スポット価格と契約価格の二極化がMRDIMM調達を複雑にする
現在のDDR5価格調整はコンシューマー主導の短期的な動きであり、構造的な需要悪化を示すシグナルではない。契約価格はこれまでのところ堅調に推移しており、サーバー側のHBMおよびDRAM需要は概ね堅持されている。主要サプライヤーは主要クライアントと複数年契約を結んでいると報じられている。

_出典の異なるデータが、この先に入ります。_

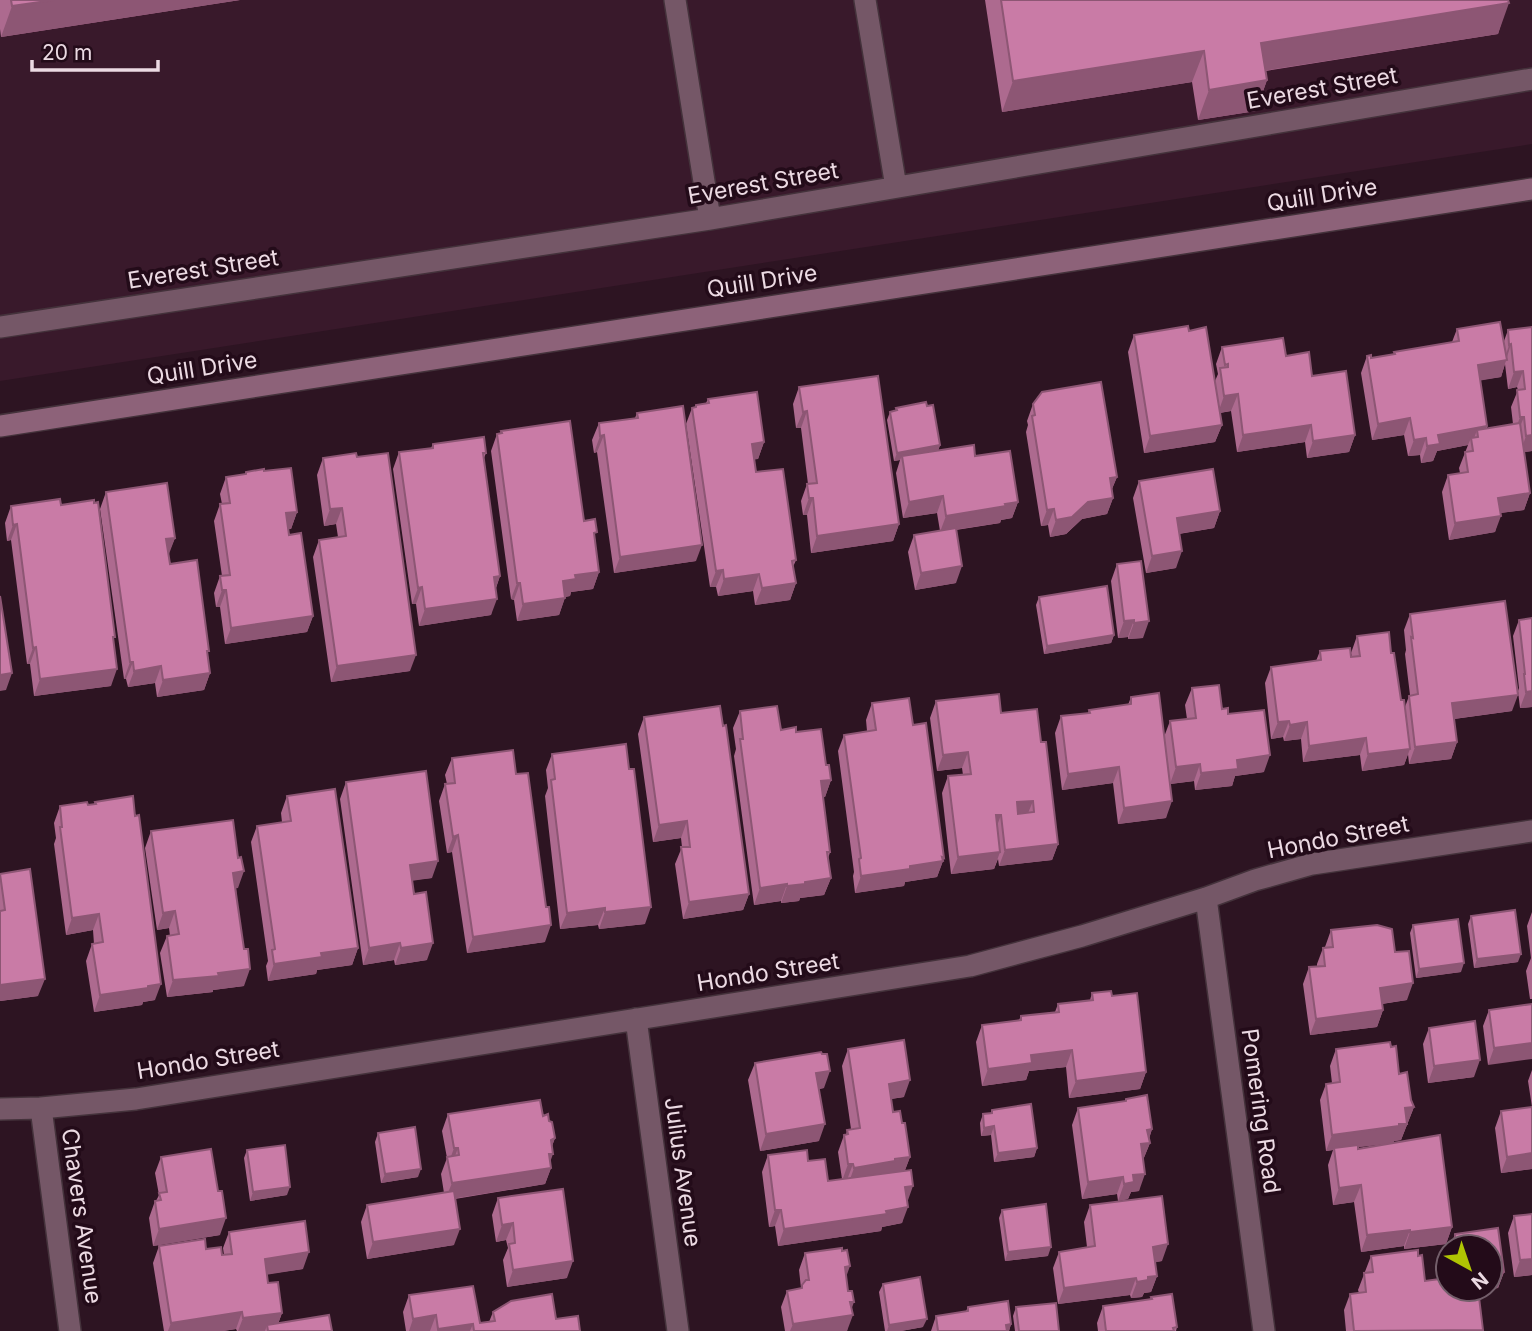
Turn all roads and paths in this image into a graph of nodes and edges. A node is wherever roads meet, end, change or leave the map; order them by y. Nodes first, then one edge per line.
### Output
1 (675, 0) edge
2 (864, 0) edge
3 (1532, 79) edge
4 (896, 187) junction
5 (1532, 189) edge
6 (710, 219) junction
7 (0, 327) edge
8 (0, 426) edge
9 (1532, 831) edge
10 (1206, 898) junction
11 (636, 1019) junction
12 (41, 1108) junction
13 (0, 1109) edge
14 (71, 1331) edge
15 (678, 1331) edge
16 (1264, 1331) edge

1 - 6 street
2 - 4 street
3 - 4 street, Everest Street
4 - 6 street, Everest Street
5 - 8 street, Quill Drive
6 - 7 street, Everest Street
9 - 10 street, Hondo Street
10 - 11 street, Hondo Street
10 - 16 street, Pomering Road
11 - 12 street, Hondo Street
11 - 15 street, Julius Avenue
12 - 13 street, Hondo Street
12 - 14 street, Chavers Avenue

MRDIMMは現時点でサーバー・データセンター専用の高付加価値製品であり、スポット市場での流通量は極めて限定的である。調達にあたっては、OEMやディストリビューターとの契約ベースの確保が不可欠となる。60万5,000品の取扱実績を持つDRAM専門の調達パートナーであるRAMEXperts™️のような専門チャネルを活用し、MRDIMM対応モジュールの見積もり・納期を早期に確認することが、予算策定の精度向上につながる。
情シスが早期に検討すべき3つのこと
- 1. 次期サーバー更改計画におけるMRDIMM対応CPU選定の前倒し: AMD EPYC Veniceは2026年後半に登場見込みであり、Intel Diamond Rapidsは2027年中盤への延期が報じられている(未確定)。Gen2 MRDIMM(12,800 MT/s)をフルに活用するにはこれらのプラットフォームが前提となる。現行Xeon 6でGen1 MRDIMM(8,800 MT/s)の評価を先行させ、帯域幅向上の実効性をベンチマーク検証しておくことが、上長への稟議資料の説得力を高める。

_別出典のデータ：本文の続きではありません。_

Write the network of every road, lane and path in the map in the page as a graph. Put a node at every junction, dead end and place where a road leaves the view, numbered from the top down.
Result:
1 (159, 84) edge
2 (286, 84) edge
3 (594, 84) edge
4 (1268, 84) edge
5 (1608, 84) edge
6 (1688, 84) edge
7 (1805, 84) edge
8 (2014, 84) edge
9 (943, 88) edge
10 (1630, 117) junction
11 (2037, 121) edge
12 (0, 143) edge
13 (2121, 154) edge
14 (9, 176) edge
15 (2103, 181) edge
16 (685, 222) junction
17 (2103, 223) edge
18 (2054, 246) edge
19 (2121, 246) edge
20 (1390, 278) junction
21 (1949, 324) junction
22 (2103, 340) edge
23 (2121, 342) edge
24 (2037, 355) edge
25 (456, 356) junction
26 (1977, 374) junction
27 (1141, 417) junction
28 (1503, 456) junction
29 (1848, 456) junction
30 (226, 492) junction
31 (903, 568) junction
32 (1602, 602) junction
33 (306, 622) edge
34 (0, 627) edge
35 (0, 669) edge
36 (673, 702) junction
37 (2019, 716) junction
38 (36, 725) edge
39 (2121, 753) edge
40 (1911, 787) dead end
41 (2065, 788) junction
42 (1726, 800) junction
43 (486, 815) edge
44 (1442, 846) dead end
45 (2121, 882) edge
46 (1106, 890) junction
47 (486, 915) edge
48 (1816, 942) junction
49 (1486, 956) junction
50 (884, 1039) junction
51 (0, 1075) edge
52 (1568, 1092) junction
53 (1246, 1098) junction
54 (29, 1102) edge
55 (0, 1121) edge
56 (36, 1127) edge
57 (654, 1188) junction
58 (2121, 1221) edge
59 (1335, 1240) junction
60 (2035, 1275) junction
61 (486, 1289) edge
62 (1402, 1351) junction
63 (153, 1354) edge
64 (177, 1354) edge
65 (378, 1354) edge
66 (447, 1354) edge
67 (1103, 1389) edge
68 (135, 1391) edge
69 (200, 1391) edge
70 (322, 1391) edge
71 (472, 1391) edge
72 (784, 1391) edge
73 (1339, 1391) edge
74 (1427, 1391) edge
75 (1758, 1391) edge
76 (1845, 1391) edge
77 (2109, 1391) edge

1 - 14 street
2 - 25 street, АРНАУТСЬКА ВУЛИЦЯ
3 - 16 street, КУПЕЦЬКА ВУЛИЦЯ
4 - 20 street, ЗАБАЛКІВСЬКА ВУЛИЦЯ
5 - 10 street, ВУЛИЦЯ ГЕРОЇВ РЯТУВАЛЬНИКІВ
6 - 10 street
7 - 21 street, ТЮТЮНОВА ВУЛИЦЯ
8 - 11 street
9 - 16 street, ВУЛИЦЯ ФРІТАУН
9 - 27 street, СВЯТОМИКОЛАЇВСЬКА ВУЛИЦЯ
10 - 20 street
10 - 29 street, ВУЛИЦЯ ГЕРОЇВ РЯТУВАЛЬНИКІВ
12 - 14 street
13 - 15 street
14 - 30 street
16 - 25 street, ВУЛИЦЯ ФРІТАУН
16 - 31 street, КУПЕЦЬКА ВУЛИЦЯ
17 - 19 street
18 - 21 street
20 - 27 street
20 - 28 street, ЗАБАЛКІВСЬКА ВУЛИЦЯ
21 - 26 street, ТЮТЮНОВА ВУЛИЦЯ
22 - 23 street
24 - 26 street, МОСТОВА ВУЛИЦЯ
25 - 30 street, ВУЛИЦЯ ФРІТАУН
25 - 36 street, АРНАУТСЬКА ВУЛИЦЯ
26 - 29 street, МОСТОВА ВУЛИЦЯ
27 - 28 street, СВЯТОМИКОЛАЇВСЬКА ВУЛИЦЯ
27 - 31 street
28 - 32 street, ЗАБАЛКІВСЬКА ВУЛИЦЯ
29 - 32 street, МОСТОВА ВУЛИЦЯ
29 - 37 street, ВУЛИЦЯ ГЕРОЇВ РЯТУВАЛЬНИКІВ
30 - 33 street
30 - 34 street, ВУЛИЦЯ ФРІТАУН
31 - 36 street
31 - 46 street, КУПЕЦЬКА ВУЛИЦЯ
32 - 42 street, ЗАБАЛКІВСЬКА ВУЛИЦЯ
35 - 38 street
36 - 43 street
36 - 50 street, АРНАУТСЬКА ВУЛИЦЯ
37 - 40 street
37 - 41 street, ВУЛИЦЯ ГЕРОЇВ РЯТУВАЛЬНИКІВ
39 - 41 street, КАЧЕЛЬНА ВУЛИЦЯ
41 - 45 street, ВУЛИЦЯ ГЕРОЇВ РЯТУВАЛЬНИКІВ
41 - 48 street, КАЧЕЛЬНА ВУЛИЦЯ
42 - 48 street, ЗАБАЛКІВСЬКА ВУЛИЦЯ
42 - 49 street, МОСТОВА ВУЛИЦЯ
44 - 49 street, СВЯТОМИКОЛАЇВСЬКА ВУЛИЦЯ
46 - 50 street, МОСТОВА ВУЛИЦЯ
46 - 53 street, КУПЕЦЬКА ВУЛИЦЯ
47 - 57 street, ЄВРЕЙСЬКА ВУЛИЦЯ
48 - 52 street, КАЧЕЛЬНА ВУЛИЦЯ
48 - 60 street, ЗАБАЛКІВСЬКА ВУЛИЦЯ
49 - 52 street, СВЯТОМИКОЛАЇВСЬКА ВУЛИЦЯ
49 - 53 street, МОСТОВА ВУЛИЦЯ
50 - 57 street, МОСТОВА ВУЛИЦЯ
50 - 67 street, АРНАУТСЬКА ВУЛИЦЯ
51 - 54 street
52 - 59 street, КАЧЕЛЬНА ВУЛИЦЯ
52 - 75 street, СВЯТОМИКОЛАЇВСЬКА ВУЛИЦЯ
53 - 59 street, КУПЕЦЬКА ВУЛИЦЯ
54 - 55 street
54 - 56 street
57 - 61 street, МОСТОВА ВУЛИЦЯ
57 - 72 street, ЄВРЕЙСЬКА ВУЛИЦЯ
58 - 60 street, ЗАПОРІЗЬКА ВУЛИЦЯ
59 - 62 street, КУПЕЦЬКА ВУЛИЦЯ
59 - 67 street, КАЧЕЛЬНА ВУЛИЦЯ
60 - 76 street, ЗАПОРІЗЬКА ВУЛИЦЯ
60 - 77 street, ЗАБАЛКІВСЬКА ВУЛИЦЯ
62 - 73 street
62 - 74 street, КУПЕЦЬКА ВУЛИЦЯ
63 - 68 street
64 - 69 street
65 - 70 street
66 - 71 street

- 2. RDIMM資産の投資回収計画の見直し: DDR5 MRDIMMが2030年代までスケールする見通しが示されたことで、DDR6への移行が当初想定より遅れる可能性が高まった。現行DDR5 RDIMM資産のライフサイクルを再評価し、5年以上の運用を前提とした保守・増設計画を策定すべきである。

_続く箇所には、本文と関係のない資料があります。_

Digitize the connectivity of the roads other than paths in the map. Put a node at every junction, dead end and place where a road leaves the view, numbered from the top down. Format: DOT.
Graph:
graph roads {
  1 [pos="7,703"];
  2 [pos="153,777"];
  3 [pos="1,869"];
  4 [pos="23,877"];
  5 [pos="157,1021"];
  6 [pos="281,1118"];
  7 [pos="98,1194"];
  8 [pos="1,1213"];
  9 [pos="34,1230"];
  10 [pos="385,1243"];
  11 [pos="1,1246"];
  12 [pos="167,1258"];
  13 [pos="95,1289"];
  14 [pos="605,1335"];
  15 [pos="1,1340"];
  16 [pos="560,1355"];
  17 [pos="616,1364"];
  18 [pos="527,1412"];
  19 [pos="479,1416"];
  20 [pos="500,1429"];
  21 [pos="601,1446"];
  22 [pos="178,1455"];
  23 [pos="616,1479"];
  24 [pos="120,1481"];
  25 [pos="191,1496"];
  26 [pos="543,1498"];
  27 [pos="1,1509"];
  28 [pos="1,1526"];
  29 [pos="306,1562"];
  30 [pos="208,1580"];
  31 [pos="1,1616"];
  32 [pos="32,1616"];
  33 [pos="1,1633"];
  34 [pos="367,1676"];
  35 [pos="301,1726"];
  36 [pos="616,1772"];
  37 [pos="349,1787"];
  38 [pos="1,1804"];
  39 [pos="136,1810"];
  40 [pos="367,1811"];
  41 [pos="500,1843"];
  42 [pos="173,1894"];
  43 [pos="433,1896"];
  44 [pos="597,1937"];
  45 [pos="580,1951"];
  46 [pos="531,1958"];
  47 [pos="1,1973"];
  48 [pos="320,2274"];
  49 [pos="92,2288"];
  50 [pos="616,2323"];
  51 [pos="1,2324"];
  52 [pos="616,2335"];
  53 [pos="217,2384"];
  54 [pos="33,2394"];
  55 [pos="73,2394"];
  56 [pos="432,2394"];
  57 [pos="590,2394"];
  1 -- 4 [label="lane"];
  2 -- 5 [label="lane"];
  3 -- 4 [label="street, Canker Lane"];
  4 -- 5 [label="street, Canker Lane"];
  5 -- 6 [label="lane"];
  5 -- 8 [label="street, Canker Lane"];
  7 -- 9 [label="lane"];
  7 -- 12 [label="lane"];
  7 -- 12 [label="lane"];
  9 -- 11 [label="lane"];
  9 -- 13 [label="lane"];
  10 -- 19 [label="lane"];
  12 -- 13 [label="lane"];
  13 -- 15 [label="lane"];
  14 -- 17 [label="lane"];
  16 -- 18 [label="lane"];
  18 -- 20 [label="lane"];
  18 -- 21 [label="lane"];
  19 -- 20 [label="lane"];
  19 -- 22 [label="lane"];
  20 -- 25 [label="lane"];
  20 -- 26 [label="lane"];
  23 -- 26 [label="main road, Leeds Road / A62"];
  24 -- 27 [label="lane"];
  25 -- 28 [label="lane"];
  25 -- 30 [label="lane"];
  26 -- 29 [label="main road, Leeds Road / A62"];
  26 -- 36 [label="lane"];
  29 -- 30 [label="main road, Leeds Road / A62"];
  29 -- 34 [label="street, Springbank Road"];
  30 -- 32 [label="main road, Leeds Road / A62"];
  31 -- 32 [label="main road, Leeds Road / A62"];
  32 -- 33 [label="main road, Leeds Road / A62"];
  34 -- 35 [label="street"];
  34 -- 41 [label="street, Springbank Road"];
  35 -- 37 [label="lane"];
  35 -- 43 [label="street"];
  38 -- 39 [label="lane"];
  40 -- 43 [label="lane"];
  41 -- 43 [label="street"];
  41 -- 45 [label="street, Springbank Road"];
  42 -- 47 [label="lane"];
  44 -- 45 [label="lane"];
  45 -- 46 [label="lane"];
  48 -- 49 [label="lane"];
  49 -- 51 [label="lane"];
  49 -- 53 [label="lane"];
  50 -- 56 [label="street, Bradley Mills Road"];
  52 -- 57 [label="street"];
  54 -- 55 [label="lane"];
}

- 3. MRDIMM対応モジュールの供給チャネル構築: MRDIMMはRDIMMと異なりMDB・MRCDチップが必要であり、モジュール単価がRDIMMの1.5〜2倍になることが想定される。調達チャネルの確保と早期見積もり取得を、RAMEXperts™️等の専門パートナーを通じて開始すべきである。
よくある質問
Q: MRDIMMは既存のDDR5 RDIMMスロットにそのまま装着できますか?
A: MRDIMMは物理的にDDR5標準スロットと互換性がありますが、動作にはCPUメモリコントローラとマザーボードファームウェアのMRDIMM対応が必須です。2026年5月時点でMRDIMMをサポートするのはIntel Xeon 6プラットフォーム(Gen1対応)のみであり、Gen2(12,800 MT/s)対応CPUはAMD EPYC Veniceが2026年後半、Intel Diamond Rapidsが2027年中盤以降の登場が見込まれます(Diamond Rapidsは延期報道あり、未確定)。既存のRDIMM専用サーバーにMRDIMMモジュールを装着しても動作しないため、プラットフォーム全体の更新が必要です。
Q: MRDIMM Gen2はいつ量産が始まりますか?
A: JEDECはMRDIMM Gen2モジュール標準の策定が最終段階に近づいていると発表しており、12,800 MT/sをターゲットとした第2世代のロウカード設計も進行中である。 標準の最終公開後、メモリメーカーによる量産開始までには通常6〜12か月のリードタイムが発生します。対応CPUの出荷時期と合わせると、Gen2 MRDIMMモジュールの本格的な市場投入は2027年前半から中盤が現実的な見通しです。
Q: DDR5 MRDIMMの普及でDDR6への移行はどうなりますか?
A: MRDIMMはメモリメーカーやサーバーベンダーに対して、最新メモリ規格へ移行せずとも新マシンの性能・容量を改善する手段を提供します。JEDECはMRDIMMが2030年代までスケールし続ける可能性を示しており、サーバー分野でのDDR6メモリ実用化はかなり先になる見込みです。 Gen3 MRDIMM(17,600 MT/s)のロードマップも存在するため、DDR5プラットフォームへの投資は従来想定以上に長期間の回収が可能です。情シスとしては、DDR6の動向を注視しつつもDDR5 MRDIMM対応への移行を優先することが合理的な判断です。